Thank you for the information. I will get a secondary test kit and see if there is a difference in readings. I will start dousing with limewater as well. 
Just when I thaught I had a decent knowlege of what was going on....
Read, read, research........
Thank you once again, will keep posting results.


----------



## Chewie (Jul 21, 2010)

I think it is just dividing into two. The second crown it growing every day.


----------



## gklaw (May 31, 2010)

So I guessed right


----------



## Rastapus (Apr 21, 2010)

I have never seen that but it does look like a "bud" off of the main. Feather dusters spawn in the water column. Weird. Their tube however is mostly composed of detritus etc. I doubt there is much calcium content there, not on that species.


----------



## Chewie (Jul 21, 2010)

Its funny because I was told they do not reproduce in captivity...thats why I was wondering what was up. Guess I cant always take LFS as being right all the time


----------



## Rastapus (Apr 21, 2010)

I have seen them spawn a few times in our stores. The average aquarium does not have the right conditions to reproduce them to any real size. They live in very silty muddy areas in the wild in general.


----------



## Chewie (Jul 21, 2010)

I did see it spawn a few weeks back. At least I think I did. Kept shooting out white cloud of stuff. I thaught at first it was just expelling unwanted dust but now I am thinking it was spawning. Still, it is the only one in the tank right now, It takes two to tango does it not?
I did a bit more research and they are capable of asexual reproduction.


----------



## keitarosan (Apr 21, 2010)

yes, rastapus is right. they spawn on the water column. i've seen mine spawn in the past when is was still in the hobby back in the philippines but they always end up in the sump.

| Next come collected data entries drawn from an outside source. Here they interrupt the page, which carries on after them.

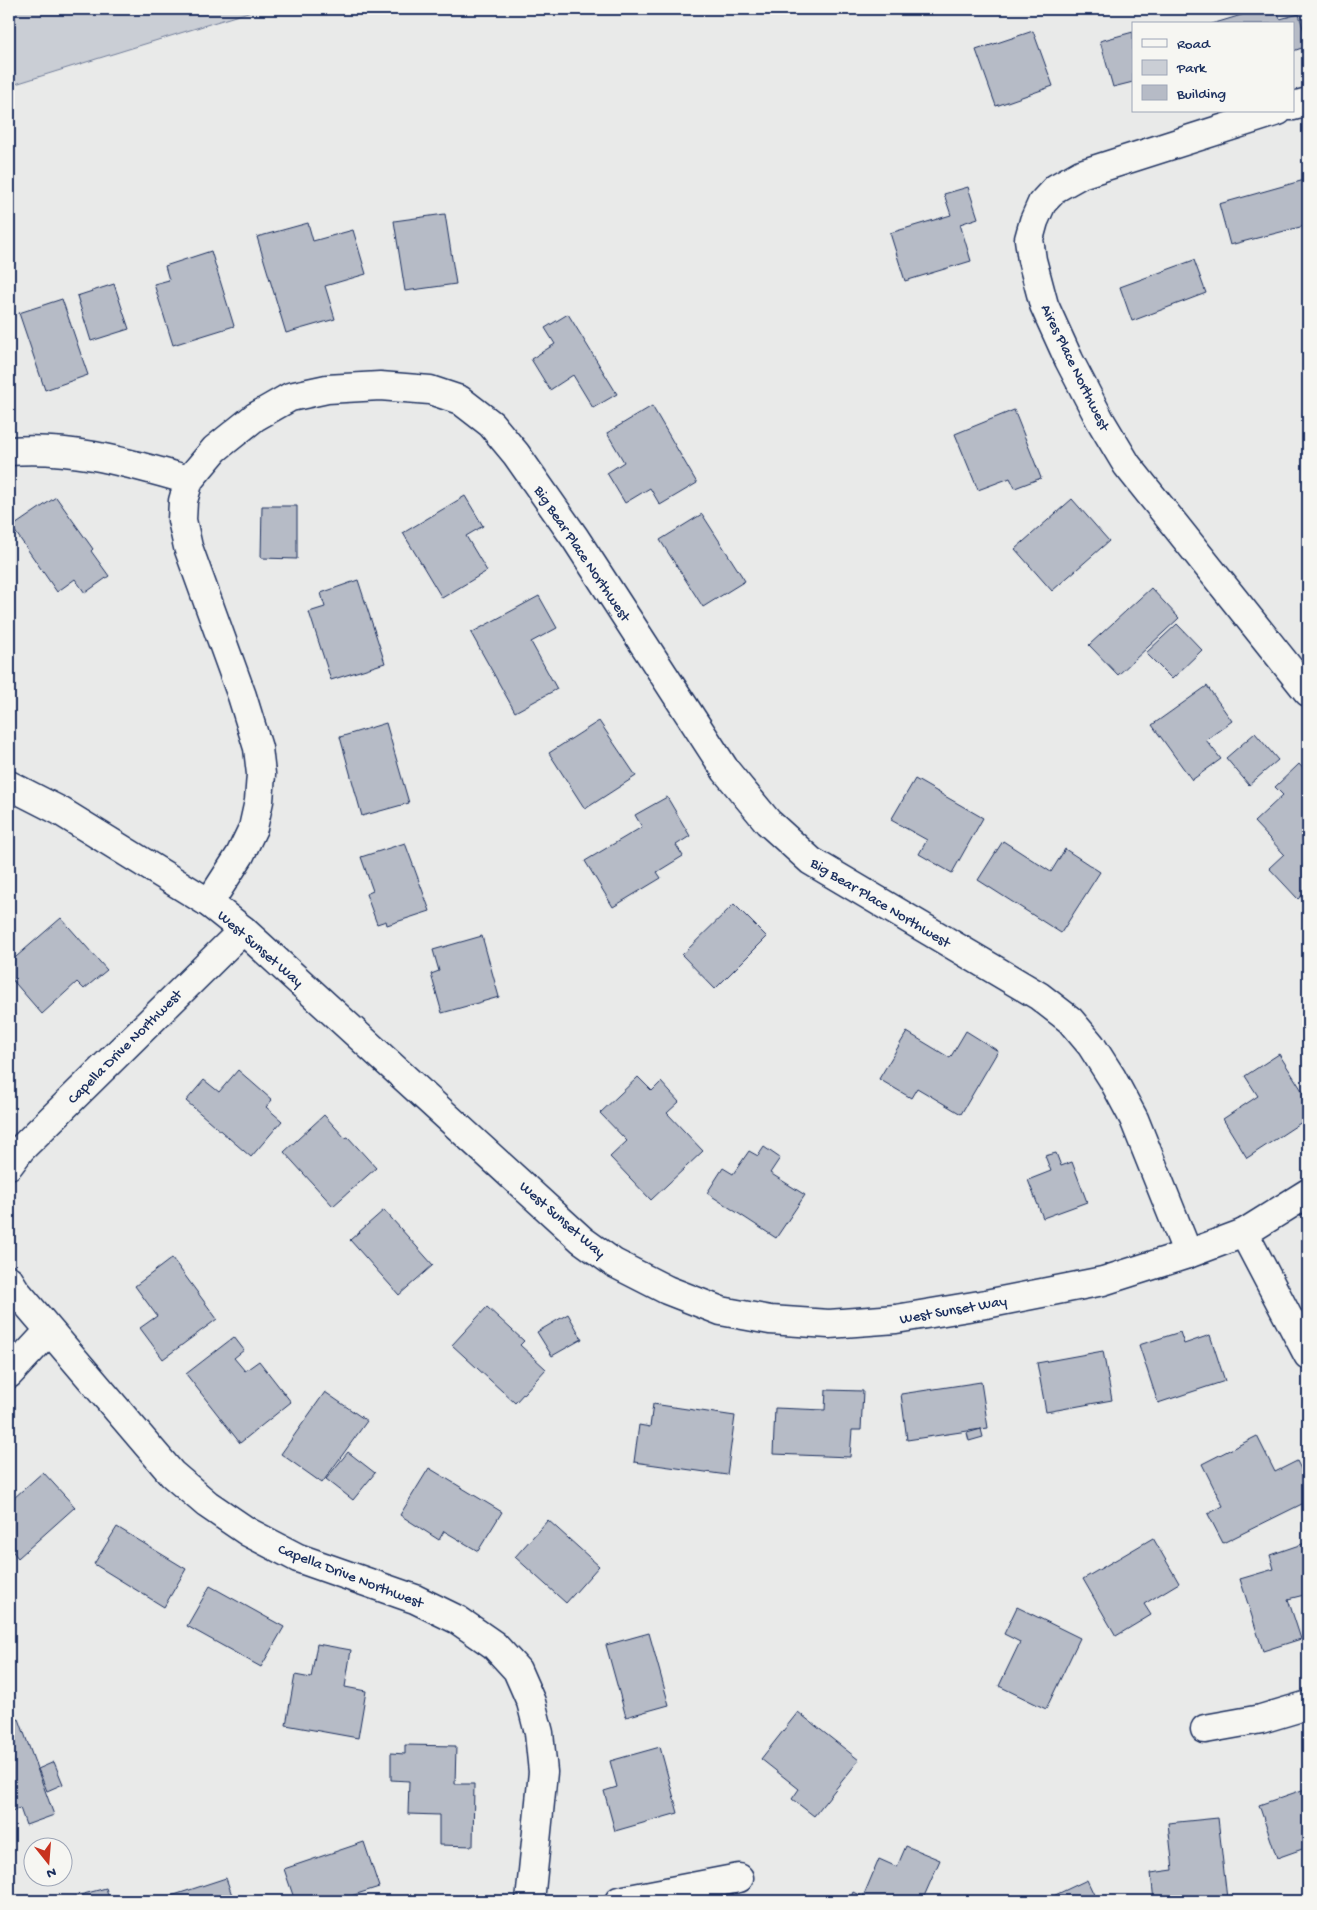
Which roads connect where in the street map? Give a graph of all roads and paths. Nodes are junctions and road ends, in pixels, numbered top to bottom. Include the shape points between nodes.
1 (1308, 102) edge
2 (1294, 106) edge
3 (1275, 112) edge
4 (9, 451) edge
5 (189, 480) junction
6 (1308, 692) edge
7 (9, 785) edge
8 (209, 903) junction
9 (243, 930) junction
10 (9, 1165) edge
11 (1308, 1193) edge
12 (1244, 1233) junction
13 (1188, 1254) junction
14 (9, 1280) edge
15 (49, 1330) junction
16 (1308, 1355) edge
17 (9, 1374) edge
18 (1308, 1705) edge
19 (1205, 1729) dead end
20 (739, 1878) dead end
21 (530, 1901) edge
22 (618, 1901) edge

1 - 2 street
3 - 6 street, Aires Place Northwest via 1081,174 1056,188 1042,203 1029,239 1044,305 1078,378 1127,465
4 - 5 street via 76,452
5 - 8 street, Big Bear Place Northwest via 182,520 188,547 242,696 258,748 261,774 253,828
5 - 13 street, Big Bear Place Northwest via 216,449 255,417 290,397 327,389 380,386 430,390 460,400 491,424 575,538 726,771 768,822 811,861 1039,996 1070,1020 1091,1045 1134,1119
7 - 8 street, West Sunset Way via 60,811
8 - 9 street, West Sunset Way
9 - 10 street, Capella Drive Northwest via 21,1148
9 - 13 street, West Sunset Way via 582,1240 614,1263 667,1290 721,1311 770,1320 829,1324 896,1319 1103,1281
11 - 12 street, West Sunset Way
12 - 13 street, West Sunset Way
12 - 16 street
14 - 15 street, Capella Drive Northwest
15 - 17 street
15 - 21 street, Capella Drive Northwest via 172,1474 207,1504 248,1532 298,1558 415,1599 458,1620 494,1644 517,1670 531,1702 539,1733 543,1772
18 - 19 street via 1261,1719
20 - 22 street

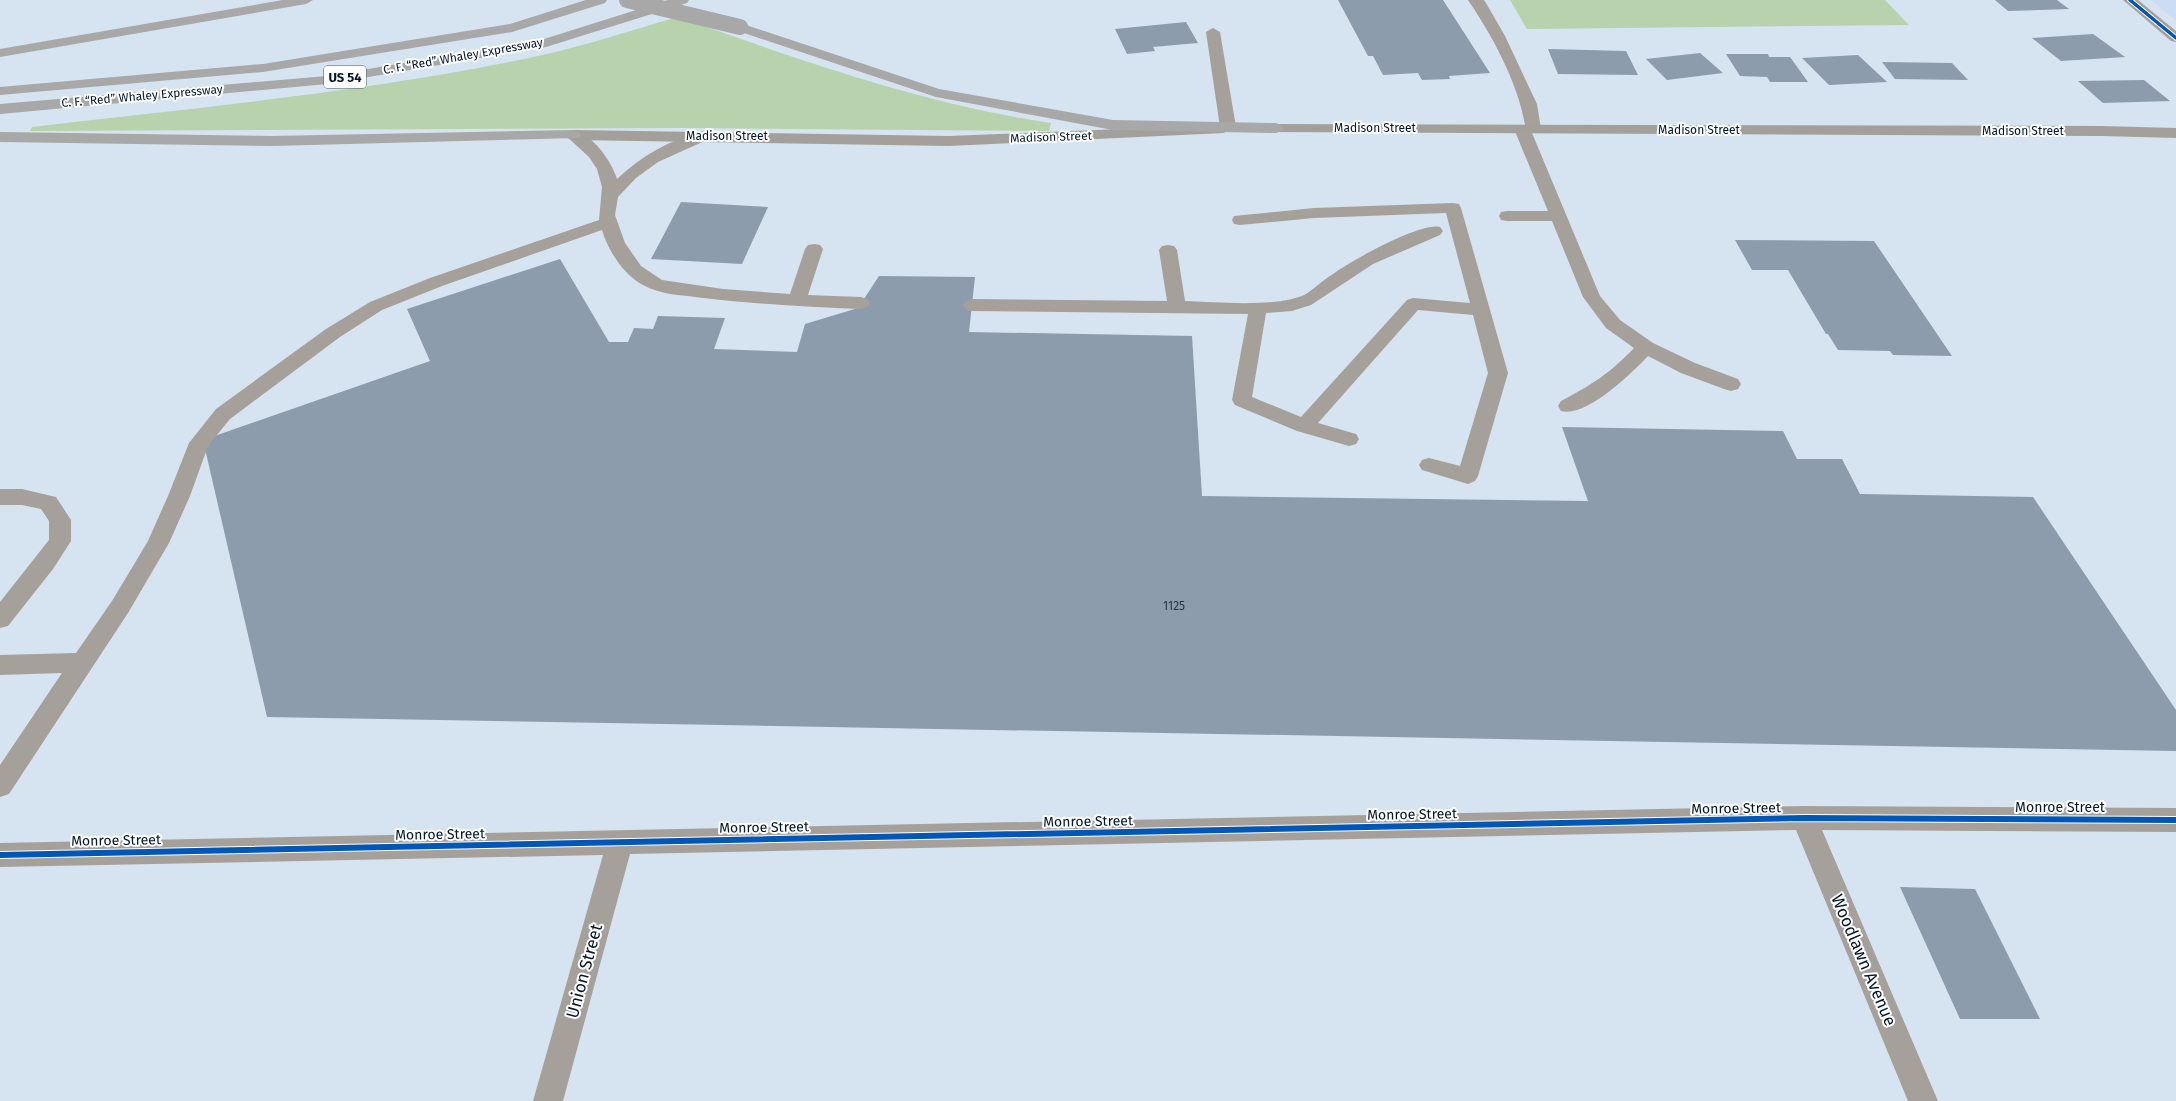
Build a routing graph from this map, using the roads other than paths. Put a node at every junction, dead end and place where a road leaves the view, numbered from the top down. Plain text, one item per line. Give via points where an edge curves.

i've seen a lot of those 2-headed feathers as well in LFS back there but there's also a division at the tube opening. i purchased one like that but after a careful inspection. i noticed that there's actually 2 worms sharing 1 tube. at first i thought that there are 2 tubes fused together but it wasn't the case. i actually had 3 of those in the past and lived like any normal feathers in my tank. must be nature as they were harvested straight from the sea. yours is different though. it all happened in your tank. looks cool though.


----------